Romero's film also mobilizes classical images of female false consciousness which, while undoubtedly radical, are problematic from the perspective of postmodern feminism. In his article about Romero and feminism, Barry Keith Grant has less to say about Fran than any other Romero heroines, but she is in many ways the most complex and intriguing female figure. The Barbra (Judith O'Dea) of Night of the Living Dead is quickly reduced to helpless catatonia; on the other hand, Sarah (Lori Cardille), in Day, is a consistently stronger character than Fran, as is Barbara (Patricia Tallman) in the brilliant feminist remake of Night. Grant does, however, note that Fran is presented as a professional. Although this point is not discussed further, there are grounds to support this assertion. Fran helps the men to defend the mall; she also takes responsibility for herself and others, asking Stephen (presciently, as it turns out) to teach her how to fly the chopper lest anything should befall him. These qualities identify her as a spiky feminist heroine. "I'd have made you all coffee and breakfast," she tells the men ironically when they first arrive at the mall, "but I don't have my pots and pans."

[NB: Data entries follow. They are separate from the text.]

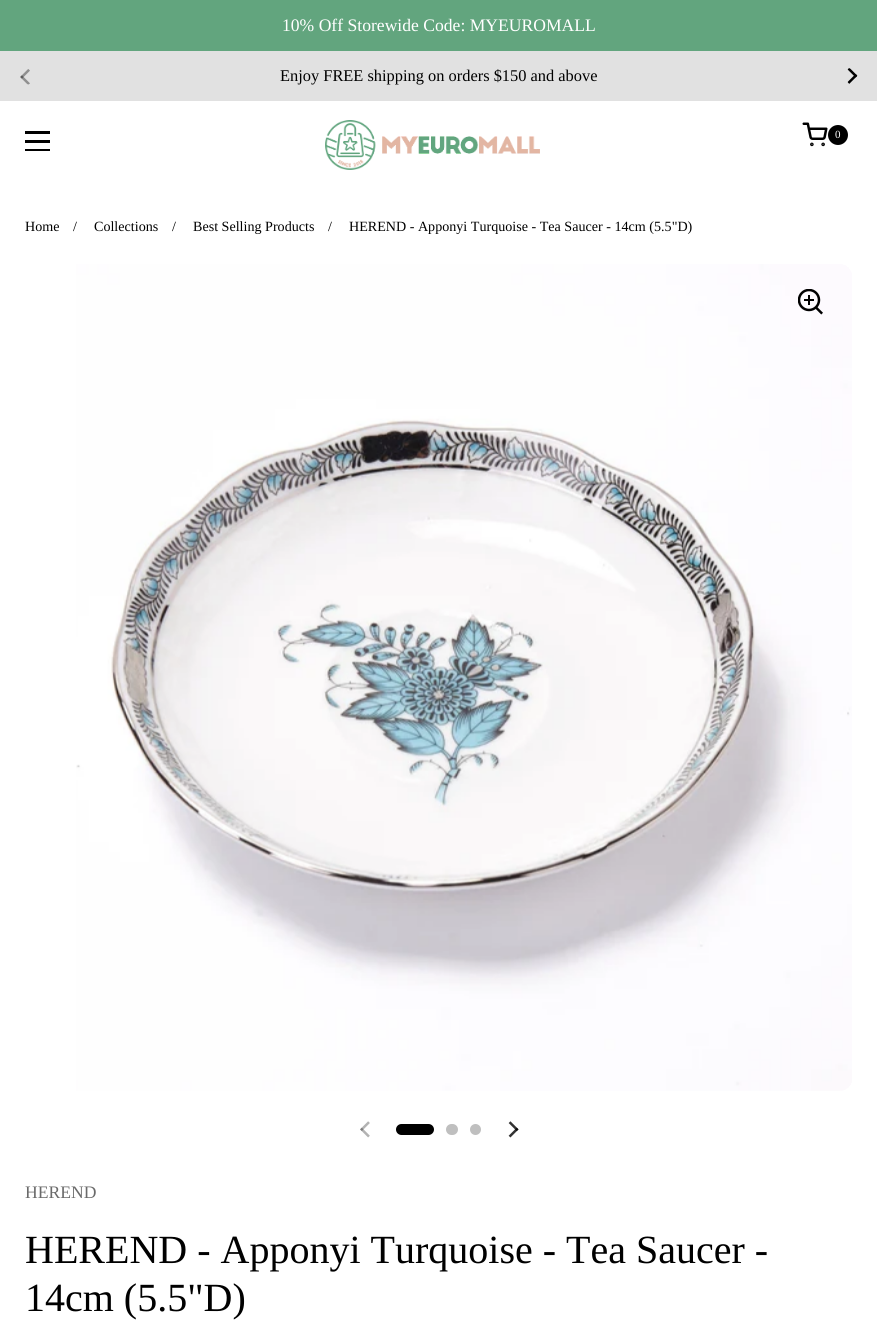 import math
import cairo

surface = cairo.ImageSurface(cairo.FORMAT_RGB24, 877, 1326)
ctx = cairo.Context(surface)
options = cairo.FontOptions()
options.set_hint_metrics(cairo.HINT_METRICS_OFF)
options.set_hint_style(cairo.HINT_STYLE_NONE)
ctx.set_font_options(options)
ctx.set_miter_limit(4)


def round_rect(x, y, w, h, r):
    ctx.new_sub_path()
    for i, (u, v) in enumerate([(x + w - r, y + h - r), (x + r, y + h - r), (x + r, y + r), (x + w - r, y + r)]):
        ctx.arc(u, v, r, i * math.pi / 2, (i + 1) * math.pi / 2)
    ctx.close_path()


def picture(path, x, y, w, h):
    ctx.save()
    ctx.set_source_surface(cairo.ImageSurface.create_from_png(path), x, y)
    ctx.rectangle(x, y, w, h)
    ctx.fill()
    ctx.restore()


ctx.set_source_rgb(1, 1, 1)
ctx.paint()
ctx.set_source_rgb(0.384, 0.647, 0.494)
ctx.rectangle(0, 0, 877, 51)
ctx.fill()
ctx.select_font_face("Liberation Serif")
ctx.set_font_size(17.6)
ctx.set_source_rgb(1, 1, 1)
ctx.move_to(282, 31)
ctx.show_text("10% Off Storewide Code: MYEUROMALL")
ctx.set_source_rgb(0.882, 0.882, 0.882)
ctx.rectangle(0, 51, 877, 50)
ctx.fill()
picture("img1.png", 20, 69, 10, 16)
ctx.set_font_size(16.4)
ctx.set_source_rgb(0, 0, 0)
ctx.move_to(280, 81)
ctx.show_text("Enjoy FREE shipping on orders $150 and above")
picture("img2.png", 847, 68, 11, 16)
ctx.rectangle(25, 131, 25, 3)
ctx.fill()
ctx.rectangle(25, 140, 25, 3)
ctx.fill()
ctx.rectangle(25, 149, 25, 2)
ctx.fill()
picture("img3.png", 325, 120, 215, 50)
picture("img4.png", 802, 122, 26, 25)
ctx.arc(838, 135, 10, 0, 2 * math.pi)
ctx.fill()
ctx.set_font_size(11)
ctx.set_source_rgb(1, 1, 1)
ctx.move_to(835, 138)
ctx.show_text("0")
ctx.set_font_size(14.1)
ctx.set_source_rgb(0, 0, 0)
ctx.move_to(25, 231)
ctx.show_text("Home")
ctx.move_to(73, 231)
ctx.show_text("/")
ctx.move_to(94, 231)
ctx.show_text("Collections")
ctx.move_to(172, 231)
ctx.show_text("/")
ctx.move_to(193, 231)
ctx.show_text("Best Selling Products")
ctx.move_to(328, 231)
ctx.show_text("/")
ctx.move_to(349, 231)
ctx.show_text("HEREND - Apponyi Turquoise - Tea Saucer - 14cm (5.5\"D)")
picture("img5.png", 76, 264, 776, 827)
picture("img6.png", 798, 289, 25, 26)
picture("img7.png", 360, 1121, 10, 17)
round_rect(396, 1124, 38, 11, 5.5)
ctx.fill()
ctx.set_source_rgb(0.749, 0.749, 0.749)
round_rect(446, 1124, 12, 11, 5.5)
ctx.fill()
ctx.arc(475.5, 1129.5, 5.5, 0, 2 * math.pi)
ctx.fill()
picture("img8.png", 508, 1121, 11, 17)
ctx.set_font_size(17.6)
ctx.set_source_rgb(0.416, 0.416, 0.416)
ctx.move_to(25, 1198)
ctx.show_text("HEREND")
ctx.set_font_size(40)
ctx.set_source_rgb(0, 0, 0)
ctx.move_to(25, 1263)
ctx.show_text("HEREND - Apponyi Turquoise - Tea Saucer -")
ctx.move_to(25, 1311)
ctx.show_text("14cm (5.5\"D)")
surface.write_to_png("page.png")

Later in the film, however, Fran's feminist resolution is worn down. Bewitched by the hypnotic magic of the mall, she increasingly falls into stereotypically feminine patterns of behavior. In a particularly striking scene, Fran pampers and perfumes herself in front of a mirror, in the classic tradition of nineteenth-century fiction or twentieth-century film. Various techniques are used in this mirror scene to signal that Fran now identifies with her own glamorous reflection. As she applies her lipstick, she adopts the vacant gaze of the stereotypical female consumer who sees in the department store dummy an image of her objectified, commodified self. Fran becomes a human zombie, no more alive than the conspicuous mannequin heads on which the camera mockingly alights in a series of objective shots. As she makes herself up, she absent-mindedly toys with a pistol, indicating her implication in the film's system of commodity fetishism. In short, despite her own earlier warnings to the men, Fran becomes a cultural dummy.

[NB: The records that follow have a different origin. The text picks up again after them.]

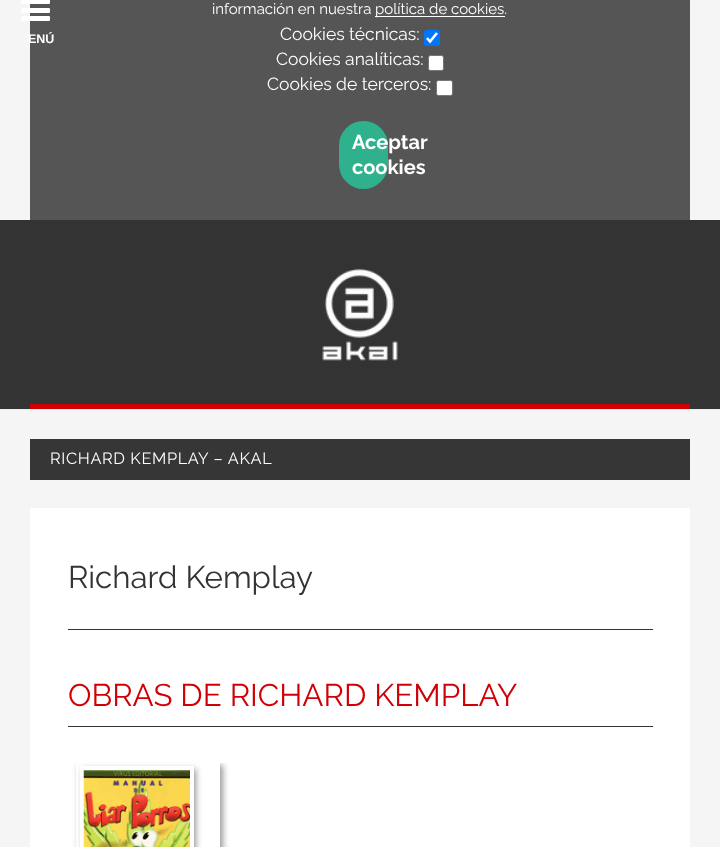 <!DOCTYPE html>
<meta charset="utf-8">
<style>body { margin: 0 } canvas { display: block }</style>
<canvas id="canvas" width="720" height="847"></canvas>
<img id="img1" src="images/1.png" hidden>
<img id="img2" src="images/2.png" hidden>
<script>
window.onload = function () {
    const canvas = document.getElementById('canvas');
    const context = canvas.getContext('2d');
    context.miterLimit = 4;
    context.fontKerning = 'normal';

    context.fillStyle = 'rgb(245, 245, 245)';
    context.fillRect(0, 0, 720, 847);
    context.fillStyle = 'rgb(51, 51, 51)';
    context.fillRect(0, 220, 720, 189);
    context.fillStyle = 'rgb(238, 238, 238)';
    context.fillRect(0, 409, 720, 1);
    context.fillStyle = 'rgb(206, 0, 5)';
    context.fillRect(30, 404, 660, 5);
    context.fillStyle = 'rgb(85, 85, 85)';
    context.fillRect(30, 0, 660, 220);
    context.fillStyle = 'rgb(255, 255, 255)';
    context.beginPath();
    context.roundRect(21, -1, 29, 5, 1);
    context.fill();
    context.beginPath();
    context.roundRect(21, 8, 29, 5, 1);
    context.fill();
    context.beginPath();
    context.roundRect(21, 16, 29, 5, 1);
    context.fill();
    context.drawImage(document.getElementById('img1'), 322, 268, 76, 93);
    context.fillRect(375, 16, 130, 1);
    context.fillStyle = 'rgb(0, 117, 255)';
    context.beginPath();
    context.roundRect(424, 30, 16, 16, 2.5);
    context.fill();
    context.beginPath();
    context.moveTo(427, 38);
    context.lineTo(430, 41.5);
    context.lineTo(437, 33);
    context.strokeStyle = 'rgb(255, 255, 255)';
    context.lineWidth = 2.6;
    context.stroke();
    context.fillStyle = 'rgb(255, 255, 255)';
    context.beginPath();
    context.roundRect(428.5, 55.5, 15, 15, 2);
    context.fill();
    context.strokeStyle = 'rgb(118, 118, 118)';
    context.lineWidth = 1;
    context.stroke();
    context.beginPath();
    context.roundRect(436.5, 80.5, 16, 15, 2);
    context.fill();
    context.stroke();
    context.fillStyle = 'rgb(47, 177, 141)';
    context.beginPath();
    context.roundRect(339, 121, 49, 68, 24.5);
    context.fill();
    context.fillStyle = 'rgb(54, 54, 54)';
    context.fillRect(30, 439, 660, 41);
    context.fillStyle = 'rgb(255, 255, 255)';
    context.fillRect(30, 508, 660, 339);
    context.fillStyle = 'rgb(51, 51, 51)';
    context.fillRect(68, 629, 585, 1);
    context.fillRect(68, 726, 585, 1);
    context.save();
    context.beginPath();
    context.rect(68, 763, 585, 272);
    context.clip();
    context.fillStyle = 'rgb(153, 153, 153)';
    context.filter = 'blur(3px)';
    context.beginPath();
    context.rect(79, 765, 144, 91);
    context.fill();
    context.filter = 'none';
    context.restore();
    context.fillStyle = 'rgb(255, 255, 255)';
    context.fillRect(76, 763, 144, 84);
    context.fillStyle = 'rgb(153, 153, 153)';
    context.filter = 'blur(3px)';
    context.beginPath();
    context.rect(83, 769, 113, 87);
    context.fill();
    context.filter = 'none';
    context.fillStyle = 'rgb(255, 255, 255)';
    context.fillRect(80, 766, 114, 81);
    context.drawImage(document.getElementById('img2'), 83, 770, 107, 77);
    context.font = 'bold 12.5px Liberation Sans';
    context.fillText('ENÚ', 28, 43);
    context.font = '15px Raleway';
    context.fillText('información en nuestra', 212, 14);
    context.fillText('política de cookies.', 375, 14);
    context.font = '17.5px Raleway';
    context.fillText('Cookies técnicas:', 280, 40);
    context.fillText('Cookies analíticas:', 276, 65);
    context.fillText('Cookies de terceros:', 267, 90);
    context.font = 'bold 20px Raleway';
    context.fillText('Aceptar', 352, 149);
    context.fillText('cookies', 352, 174);
    context.letterSpacing = '0.65px';
    context.font = '16.25px Raleway';
    context.fillText('RICHARD KEMPLAY – AKAL', 50, 464);
    context.letterSpacing = '0px';
    context.font = '31.25px Raleway';
    context.fillStyle = 'rgb(51, 51, 51)';
    context.fillText('Richard Kemplay', 68, 588);
    context.fillStyle = 'rgb(209, 0, 5)';
    context.fillText('OBRAS DE RICHARD KEMPLAY', 68, 706);
};
</script>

Although it is fleeting, Fran's narcissism attests to the zombifying power of commodity fetishism on even the liveliest characters. In this sense, Dawn of the Dead may be seen as a modernist critique of the alienating effects of the consumption-led, post-Fordist society which, according to many commentators, developed throughout the 1970s (for a sceptical survey of views on post-Fordism see Callinicos, 132-144). In no sense does Romero regard Fran's absorption in fashion and image as liberating. On the contrary, Fran's increasingly lifeless behavior contrasts starkly with her spirited feminist attitude earlier in the film. It comes as no surprise when, in the very next scene, we see Fran in a domestic role, preparing a meal for Peter and Stephen in what appears to be an incongruous yet perfect recreation of a bourgeois living room. Despite her earlier feminist quip, Fran finds her way to the pots and pans after all. Consumerism alone, Romero implies, will not liberate women from their traditional subordinate roles.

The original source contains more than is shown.